Thanks guys – wey over my head and yet informative all the same. Scares me though. Also makes me think that just a bit of govt money could lick a lot of these presentational problems, all to produce a public good – Govt core business. Now if only I could have some confidence that a goveernment would know how and to whom to dole the money. :(
I’m not sure about the desktop takeover. My old Fedora box is much more of a server (although it does double duty). There has been a slow tendency in our house to use devices that use the Fedora box for services, and the devices have become specialised. As an example, there’s a network media player in the lounge that we use to watch TV coming out of the fedora box. There are MP3 players of various kinds we update from it. For ordinary use (email/word/web) there’s nothing to choose between Fedora and Windows (thunderbird/firefox runs on both of them) but the thing that will prove the tipping point in my house is games. It’s the damn games that are the only thing stopping me from re-formatting the XP partition, kids games mostly, but I do like to fire up Deus Ex and have it work properly.
I feel duty bound to point out there are tonnes of fabulous other distros out there, too.
Elive is beautiful and fast, Mandriva very user friendly and Suse stable as a rock, etc. etc.
Distrowatch is the place to be.
It’s not that difficult Nick. The whole process of picking the best OS for you boils down to six simple steps.
1. Select the options you’re going to consider – e.g. Fedora v Mandrake v Mandriva v Ubuntu (that’s actually one too many, in my book – three options is quite enough to deal with).
2. Ignore every helpful suggestion for other options you might consider (all the other distros out there) and get it down to your one, best option.
3. Plan how you’re going to put your choice into effect.
4. Now plan it out again.
5. Carry out the plan.
6. Shreik “Bloody Hell! It’s all gone pear-shaped yet again!” and go find something other than the PC to kick the crap out of. Preferably something inanimate.
And on the subject of whether we could trust gummint to dole out the money to the right people and deliver a publicly funded solution – well, maybe the problem there is that we’re hopeless at picking trustworthy gummints.
On the basis of a quick think over the history, I’d say we have a pretty appalling record when it comes to picking governments that can handle communications and IT issues.
[…] (via Club Troppo) […]
One way to try out Linux without any pain at all is to run it from a LIVE CD (or DVD)
That is the program doesn’t install but runs entirely from the CD drive and in most cases will auto detect everything net connection, usb etc. Comes with Open Office and browsers and email and other stuff.

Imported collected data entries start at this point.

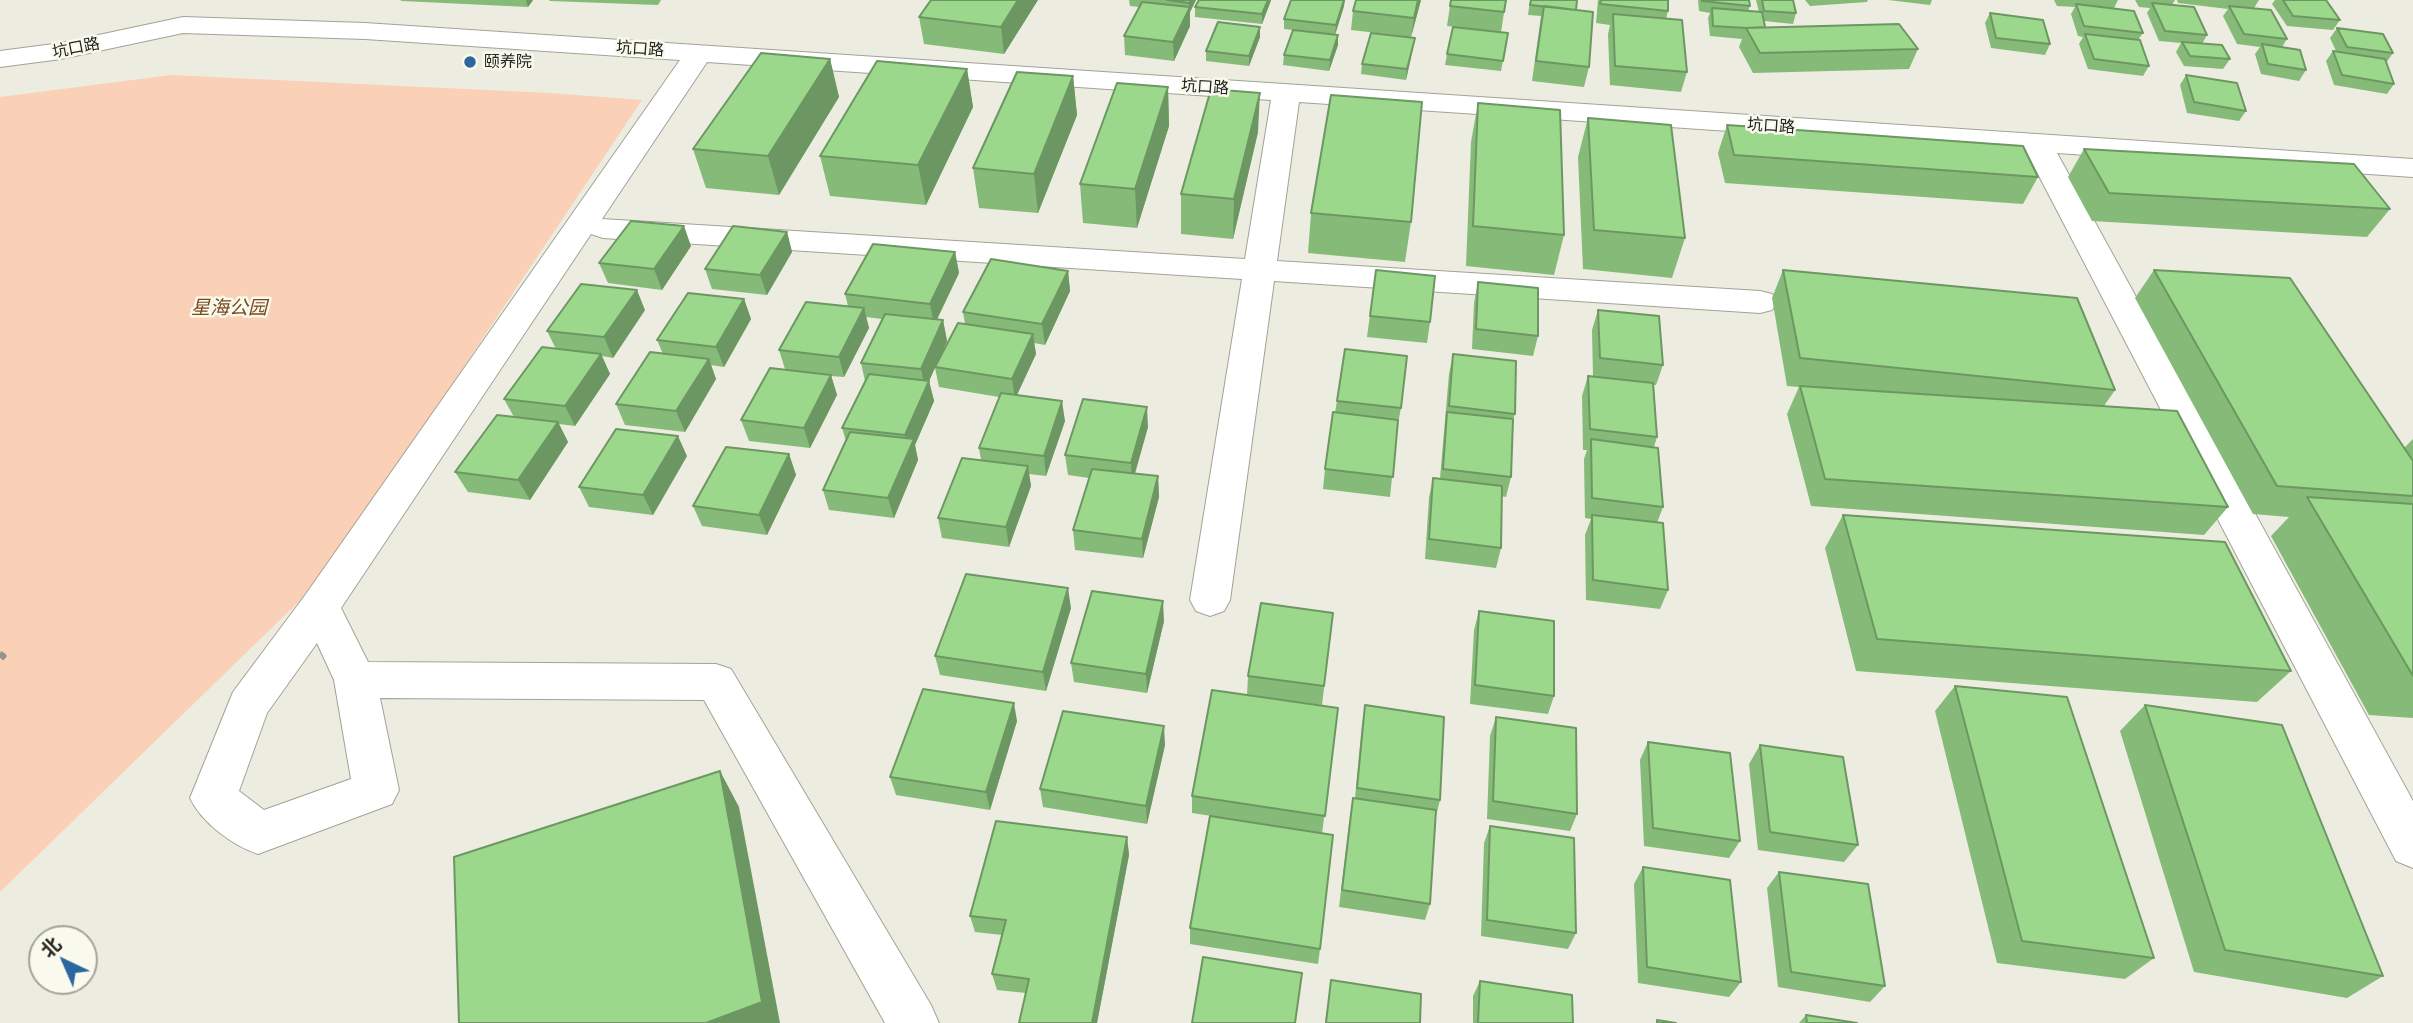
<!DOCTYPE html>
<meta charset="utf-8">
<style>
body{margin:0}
#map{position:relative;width:2413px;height:1023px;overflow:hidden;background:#ecede0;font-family:"Playfair Display","Noto Sans SC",serif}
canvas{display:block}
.north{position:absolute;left:28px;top:925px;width:70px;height:70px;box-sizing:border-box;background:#f9faed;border:2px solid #a3a49b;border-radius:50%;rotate:316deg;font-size:19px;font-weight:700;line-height:28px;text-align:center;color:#23241f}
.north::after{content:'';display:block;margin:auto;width:24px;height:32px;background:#2b669e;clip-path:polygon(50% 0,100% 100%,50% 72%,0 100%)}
</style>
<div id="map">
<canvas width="2413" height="1023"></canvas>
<div class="north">北</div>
</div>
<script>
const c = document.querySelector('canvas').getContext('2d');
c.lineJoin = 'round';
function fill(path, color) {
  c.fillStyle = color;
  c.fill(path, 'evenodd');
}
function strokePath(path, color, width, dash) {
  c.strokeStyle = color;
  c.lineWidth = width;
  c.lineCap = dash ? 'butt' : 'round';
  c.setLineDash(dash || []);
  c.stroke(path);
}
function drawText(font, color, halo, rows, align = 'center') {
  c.font = font + ' "Playfair Display","Noto Sans SC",serif';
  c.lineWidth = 5;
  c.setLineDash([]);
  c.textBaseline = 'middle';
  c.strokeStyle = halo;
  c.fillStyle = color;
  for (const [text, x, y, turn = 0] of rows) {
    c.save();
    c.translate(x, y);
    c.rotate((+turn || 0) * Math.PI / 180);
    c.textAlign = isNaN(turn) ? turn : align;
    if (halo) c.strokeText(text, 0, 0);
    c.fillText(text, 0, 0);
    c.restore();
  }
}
const green = new Path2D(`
 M171,75L550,93L642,100L322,579L0,892V97Z`);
const path = new Path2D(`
 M0,653L4,656L0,660`);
const minor = new Path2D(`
 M183,17L365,23L2413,159V177L2057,153L2413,801V868L2396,861L2026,151L1299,102L1277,261L1760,291L1772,294L1777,302L1772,310L1760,313L1274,281L1230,600L1224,611L1210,616L1196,611L1190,600L1242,279L603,238L591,234L341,608L368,662L716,664L731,669L931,1005L939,1023H885L704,700L380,698L399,790L392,804L258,854C232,845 202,823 190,798L233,692L306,594L680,60L365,39L183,33L61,59L0,67V51L61,43ZM707,62L1271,100L1245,259L602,219ZM317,643L334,680L351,779L264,810L239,791L267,713Z`);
const wall = new Path2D(`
 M400,0H533L528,7L402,1Z
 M549,0H661L658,5L550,1Z
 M931,0H1038L1004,54L924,44L919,17Z
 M1129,0H1196L1190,12V26L1174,61L1125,55L1124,36L1139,7L1130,6Z
 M1199,0H1271L1270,3L1262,24L1195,17V7Z
 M1421,0L1411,37L1351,30L1353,11Z
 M1506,0L1501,32L1447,26L1450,6Z
 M1530,0L1576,10L1589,67L1584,87L1532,81L1541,16L1528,15Z
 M1598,0H1668V11L1666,19L1687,72L1681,92L1610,85L1608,34L1610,25L1596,23Z
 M1698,0H1749L1750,6L1748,11L1759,12L1756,0H1793L1796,13L1793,24L1764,21L1765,27L1918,49L1909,69L1753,73L1739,47L1742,39L1710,36L1708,18L1710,13L1699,11Z
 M1805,0H1868L1867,2L1810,6Z
 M1888,0H1932L1930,5Z
 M2054,0H2118L2114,8L2143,33L2138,40L2149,66L2143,76L2088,69L2079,44L2083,37L2078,36L2071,14L2075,7L2057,6Z
 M2135,0H2175L2172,5L2207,35L2202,44L2230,59L2223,69L2184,66L2176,52L2181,43L2159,41L2147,13L2150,8L2139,7Z
 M2177,0H2259L2254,8L2287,39L2282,47L2306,70L2299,81L2261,74L2255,54L2260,47L2237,44L2223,16L2228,9L2178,3Z
 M2275,0H2326L2340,20L2333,30L2287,26L2272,4Z
 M1344,6L1335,35H1338V45L1329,71L1283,65L1284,55L1293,30L1284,29V19Z
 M1990,13L2050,44L2045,55L1991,48L1985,23Z
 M2337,28L2393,53L2386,63L2394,84L2387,94L2334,85L2326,61L2333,51H2336L2330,38Z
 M1508,33L1501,71L1445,65L1447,54Z
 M1260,37L1249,66L1206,61V51Z
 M1415,38L1413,48L1406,80L1361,74L1362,64Z
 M830,59L839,97L779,195L706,188L693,149Z
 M967,69L973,107L926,205L830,196L820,156Z
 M2186,75L2246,111L2239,121L2187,113L2180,85Z
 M1073,76L1077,115L1038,213L979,208L973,168Z
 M1168,87L1169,126L1137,228L1083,223L1080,184Z
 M1478,103L1564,235L1554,275L1466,266L1471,142Z
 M1588,118L1685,238L1672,278L1583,269L1578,157Z
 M1727,125L2038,177L2023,204L1725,183L1718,153Z
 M1258,132L1233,239L1181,234V194Z
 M2084,149L2390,209L2367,237L2092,221L2068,177Z
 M1311,213L1411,222L1405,262L1308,253Z
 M787,232L792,252L767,295L712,289L705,269Z
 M691,246L662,290L608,283L599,263Z
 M955,252L959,273L937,320H943L947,341L939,359L965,324L963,312L1068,271L1070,291L1045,345L1034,343L1036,354L1017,395L1065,421L1046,476L1029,474L1031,486L1009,547L942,538L938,518L981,460L979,448L999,397L939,387L935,368L929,381L934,401L915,445L918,460L894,518L829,510L823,490L846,441L842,428L865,381L861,363L882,319L866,317L869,328L844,377L831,376L837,395L810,448L749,441L741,420L785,369L779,350L848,306L845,294Z
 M1376,270L1430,322L1427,343L1367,337Z
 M1783,270L2115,390L2104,406L2228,507L2204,535L1811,506L1787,414L1799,387L1787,386L1772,298Z
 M2154,270L2404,448L2413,439V718L2369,715L2271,536L2289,517L2253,514L2135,298Z
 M1478,282L1538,336L1533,356L1472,349L1474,303Z
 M744,299L751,319L724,367L711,365L716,379L685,432L625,425L616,404L663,354L657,340Z
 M645,310L613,358L602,356L610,374L575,426L559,424L568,442L530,500L468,492L455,472L514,417L504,399L556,349L547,331Z
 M1598,310L1663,365L1656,385H1654L1657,437L1654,447L1663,507L1657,523L1668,590L1660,609L1586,600L1585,535L1591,519L1585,518L1584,459L1587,450H1583L1582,396L1588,376H1593L1592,330Z
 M1453,354L1515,414L1512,423L1511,477L1506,497L1501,496V548L1496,568L1425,559L1429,498L1433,478H1440L1449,374Z
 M1337,401L1401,408L1397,428L1390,497L1323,489L1325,469Z
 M1148,427L1135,474L1158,476L1159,497L1143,558L1075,550L1073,530L1089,478L1068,475L1065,455Z
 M789,454L796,475L767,535L702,526L693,506Z
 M687,456L653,515L589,507L579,487Z
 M1843,515L2291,671L2257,702L1856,671L1825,548Z
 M1071,608L1046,691L940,675L935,656Z
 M1479,611L1554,696L1548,714L1470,704L1474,630Z
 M1333,613L1322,705L1247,695L1248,676Z
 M1164,621L1147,693L1074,682L1071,663Z
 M1955,686L2154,958L2125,979L1997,963L1935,711Z
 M1365,705L1440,800L1436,816L1430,904L1425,920L1339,907L1350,815L1353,798H1355L1362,724Z
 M2145,705L2383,976L2347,998L2194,972L2120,731Z
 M1338,708L1322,834L1320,949L1318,964L1190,944V928L1321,833L1192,813V796Z
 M1496,717L1577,814L1570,831L1487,819L1490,736Z
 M1017,721L990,810L896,795L890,777Z
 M1648,742L1740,841L1729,858L1644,846L1640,760Z
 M1165,745L1147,824L1043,807L1040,789Z
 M1760,745L1858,845L1844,862L1758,850L1749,764Z
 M1490,826L1576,933L1568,949L1481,936L1484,843Z
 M1127,837L1129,855L1097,1023H1019L1026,993L997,990L992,974L1002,935L975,932L970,916Z
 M1643,867L1741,982L1729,997L1638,983L1634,884Z
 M1779,872L1885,986L1870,1002L1778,987L1767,888Z
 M1331,980L1420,1023H1325Z
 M1480,981L1573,1023H1473V996Z
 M1806,1015L1857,1023H1799Z`);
const shadedWall = new Path2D(`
 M526,0H533L528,7Z
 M1018,0H1038L1004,54L1001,27Z
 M1191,0H1196L1190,12V26L1174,61L1173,42L1189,8V3Z
 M1268,0H1271L1270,3L1262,24V14Z
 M1344,0H1345L1344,6L1335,35L1336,25Z
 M1418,0H1421L1411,37L1414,18Z
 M1260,27V37L1249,66V56Z
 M1338,35V45L1329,71L1330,60Z
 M1415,38L1413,48L1406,80L1407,69Z
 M830,59L839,97L779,195L768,156Z
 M967,69L973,107L926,205L918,165Z
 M1073,76L1077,115L1038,213L1034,174Z
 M1168,87L1169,126L1137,228L1135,189Z
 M1260,93L1258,132L1233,239L1234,199Z
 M684,226L691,246L662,290L654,269Z
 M787,232L792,252L767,295L760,275Z
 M955,252L959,273L934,325L930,304Z
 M1068,271L1070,291L1045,345L1042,324Z
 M637,290L645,310L613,358L604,337Z
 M744,299L751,319L724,367L716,347Z
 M864,308L869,328L844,377L839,357Z
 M943,320L947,341L925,390L921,369Z
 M1033,334L1036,354L1015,399L1012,379Z
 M601,354L610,374L575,426L565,406Z
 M709,359L716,379L685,432L676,411Z
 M831,375L837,395L810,448L804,428Z
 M929,381L934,401L915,445L918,460L894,518L888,498L909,450L905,435Z
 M1062,401L1065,421L1046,476L1044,456Z
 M1147,407L1148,427L1132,483L1131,463Z
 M558,422L568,442L530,500L518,480Z
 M678,436L687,456L653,515L643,495Z
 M789,454L796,475L767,535L759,515Z
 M1028,466L1031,486L1009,547L1006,527Z
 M1158,476L1159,497L1143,558L1142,539Z
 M1068,588L1071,608L1046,691L1043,672Z
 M1163,601L1164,621L1147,693L1146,674Z
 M1014,703L1017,721L990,810L986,792Z
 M1164,726L1165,745L1147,824L1146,806Z
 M720,771L739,807L780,1023H706Z
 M1127,837L1129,855L1097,1023H1092Z`);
const building = new Path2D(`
 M931,0H1018L1001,27L919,17Z
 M1167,0H1191L1189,3Z
 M1199,0H1268L1262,14L1195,7Z
 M1291,0H1344L1336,25L1284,19Z
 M1356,0H1418L1414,18L1353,11Z
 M1451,0H1506L1504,12L1450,6Z
 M1531,0H1577L1576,10L1530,5Z
 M1601,0H1668V11L1600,4Z
 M1702,0H1749L1750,6L1702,1Z
 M1762,0H1793L1796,13L1764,11Z
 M2283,0H2326L2340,20L2293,16Z
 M1142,2L1190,7L1173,42L1124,36Z
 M2152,3L2194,7L2207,35L2165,31Z
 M2076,4L2134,11L2143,33L2084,26Z
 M1544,6L1593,12L1589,67L1536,61Z
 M2229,6L2271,10L2287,39L2244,34Z
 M1712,8L1762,12L1765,27L1746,28L1713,26Z
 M1990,13L2043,20L2050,44L1996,38Z
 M1613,14L1682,20L1687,72L1615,66Z
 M1218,22L1260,27L1249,56L1206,51Z
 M1899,24L1918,49L1760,53L1746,28Z
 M1453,27L1508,33L1503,61L1447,54Z
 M2337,28L2383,34L2393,53L2347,47Z
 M1293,30L1338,35L1330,60L1284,55Z
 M1371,33L1415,38L1407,69L1362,64Z
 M2085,34L2140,40L2149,66L2094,59Z
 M2182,42L2222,45L2230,59L2190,56Z
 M2262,44L2300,50L2306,70L2268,64Z
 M2333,51L2385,59L2394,84L2342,75Z
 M761,53L830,59L768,156L693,149Z
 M877,61L967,69L918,165L820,156Z
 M1017,72L1073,76L1034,174L973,168Z
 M2186,75L2237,83L2246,111L2194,102Z
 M1117,83L1168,87L1135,189L1080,184Z
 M1211,89L1260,93L1234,199L1181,194Z
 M1331,95L1422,102L1411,222L1311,213Z
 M1478,103L1560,110L1564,235L1473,226Z
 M1588,118L1671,125L1685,238L1594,230Z
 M1727,125L2023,146L2038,177L1734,155Z
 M2084,149L2354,164L2390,209L2109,193Z
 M631,221L684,226L654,269L599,263Z
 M733,226L787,232L760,275L705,269Z
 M873,244L955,252L930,304L845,294Z
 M991,259L1068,271L1042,324L963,312Z
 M1376,270L1435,276L1430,322L1370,316Z
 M1783,270L2077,298L2115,390L1800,358Z
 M2154,270L2290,278L2413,461V496L2277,486Z
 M1478,282L1538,288V336L1476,329Z
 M581,284L637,290L604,337L547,331Z
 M688,293L744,299L716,347L657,340Z
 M806,302L864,308L839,357L779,350Z
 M1598,310L1659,316L1663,365L1600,358Z
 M885,314L943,320L921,369L861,363Z
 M958,323L1033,334L1012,379L935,367Z
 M542,347L601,354L565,406L504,399Z
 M1345,349L1407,356L1401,408L1337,401Z
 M650,352L709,359L676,411L616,404Z
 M1453,354L1516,361L1515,414L1449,406Z
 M770,368L831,375L804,428L741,420Z
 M869,374L929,381L905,435L842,428Z
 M1588,376L1653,383L1657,437L1590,429Z
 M1800,386L2177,411L2228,507L1825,479Z
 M1001,393L1062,401L1044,456L979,448Z
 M1083,399L1147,407L1131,463L1065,455Z
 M1333,412L1398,420L1393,477L1325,469Z
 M1447,412L1513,419L1511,477L1443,469Z
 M497,415L558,422L518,480L455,472Z
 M616,429L678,436L643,495L579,487Z
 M850,432L914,439L888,498L823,490Z
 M1591,439L1658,448L1663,507L1592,498Z
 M726,447L789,454L759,515L693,506Z
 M962,458L1028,466L1006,527L938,518Z
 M1092,469L1158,476L1142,539L1073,530Z
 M1433,478L1502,486L1501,548L1429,539Z
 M2307,497L2413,504V676Z
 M1592,515L1663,523L1668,590L1593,580Z
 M1843,515L2225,542L2291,671L1877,639Z
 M966,574L1068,588L1043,672L935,656Z
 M1092,591L1163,601L1146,674L1071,663Z
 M1261,603L1333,613L1324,686L1248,676Z
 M1479,611L1554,621V696L1475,685Z
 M1955,686L2067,697L2154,958L2022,941Z
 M923,689L1014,703L986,792L890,777Z
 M1212,690L1338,708L1325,816L1192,796Z
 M1365,705L1444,717L1440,800L1357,788Z
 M2145,705L2282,725L2383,976L2225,950Z
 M1063,711L1164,726L1146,806L1040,789Z
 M1496,717L1576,728L1577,814L1493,801Z
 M1648,742L1730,753L1740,841L1653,828Z
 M1760,745L1843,757L1858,845L1770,832Z
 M720,771L762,1002L706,1023H459L454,857Z
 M1353,798L1436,810L1430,904L1342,890Z
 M1210,816L1333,835L1320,949L1190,928Z
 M996,821L1127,837L1092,1023H1019L1029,979L992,974L1006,920L970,916Z
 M1490,826L1574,838L1576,933L1487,920Z
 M1643,867L1730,880L1741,982L1647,967Z
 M1779,872L1868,884L1885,986L1791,972Z
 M1203,957L1302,973L1295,1023H1192Z
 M1331,980L1421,994L1420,1023H1326Z
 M1480,981L1572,995L1573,1023H1478Z
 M1806,1015L1857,1023H1807Z
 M1657,1020L1676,1023H1657Z`);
const markers = [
 [470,62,7,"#2b669e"]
];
const farStreetnames = [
 ["坑口路",76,48,-11],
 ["坑口路",640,49,4],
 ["坑口路",1205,87,4],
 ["坑口路",1771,126,4]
];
const farPoinames = [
 ["颐养院",484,62]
];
const parkNames = [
 ["星海公园",229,308]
];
fill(green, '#fad1b6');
strokePath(minor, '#a2a397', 2);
strokePath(path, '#93948a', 5, [9, 4.5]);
fill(minor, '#fff');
fill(wall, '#86ba78');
fill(shadedWall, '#6d9762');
fill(building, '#9cd88c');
strokePath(building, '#6d9762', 2);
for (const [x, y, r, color] of markers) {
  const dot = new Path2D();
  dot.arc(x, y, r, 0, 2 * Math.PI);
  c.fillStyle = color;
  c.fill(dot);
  strokePath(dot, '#f9faed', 2.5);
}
drawText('16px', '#23241f', '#f9faed', farStreetnames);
drawText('16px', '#23241f', '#f9faed', farPoinames, 'left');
drawText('italic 19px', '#7a461d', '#f9faed', parkNames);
</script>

I’ve used KNOPPIX in the past and it was good. I think MEPIS was the simplest to run and use.
Just download the ISO from the net and burn it to a CD, insert in drive and away you go. [set pc to boot from cd first] . The more RAM the better. If you get sick of it just power pc down and reboot to windows.
It useful if windows crashes or borks or a HD fail then you can use it to reboot and look at your discs and save stuff by emailing it out or saving it to a USB. I always carry a couple of cds in my bag.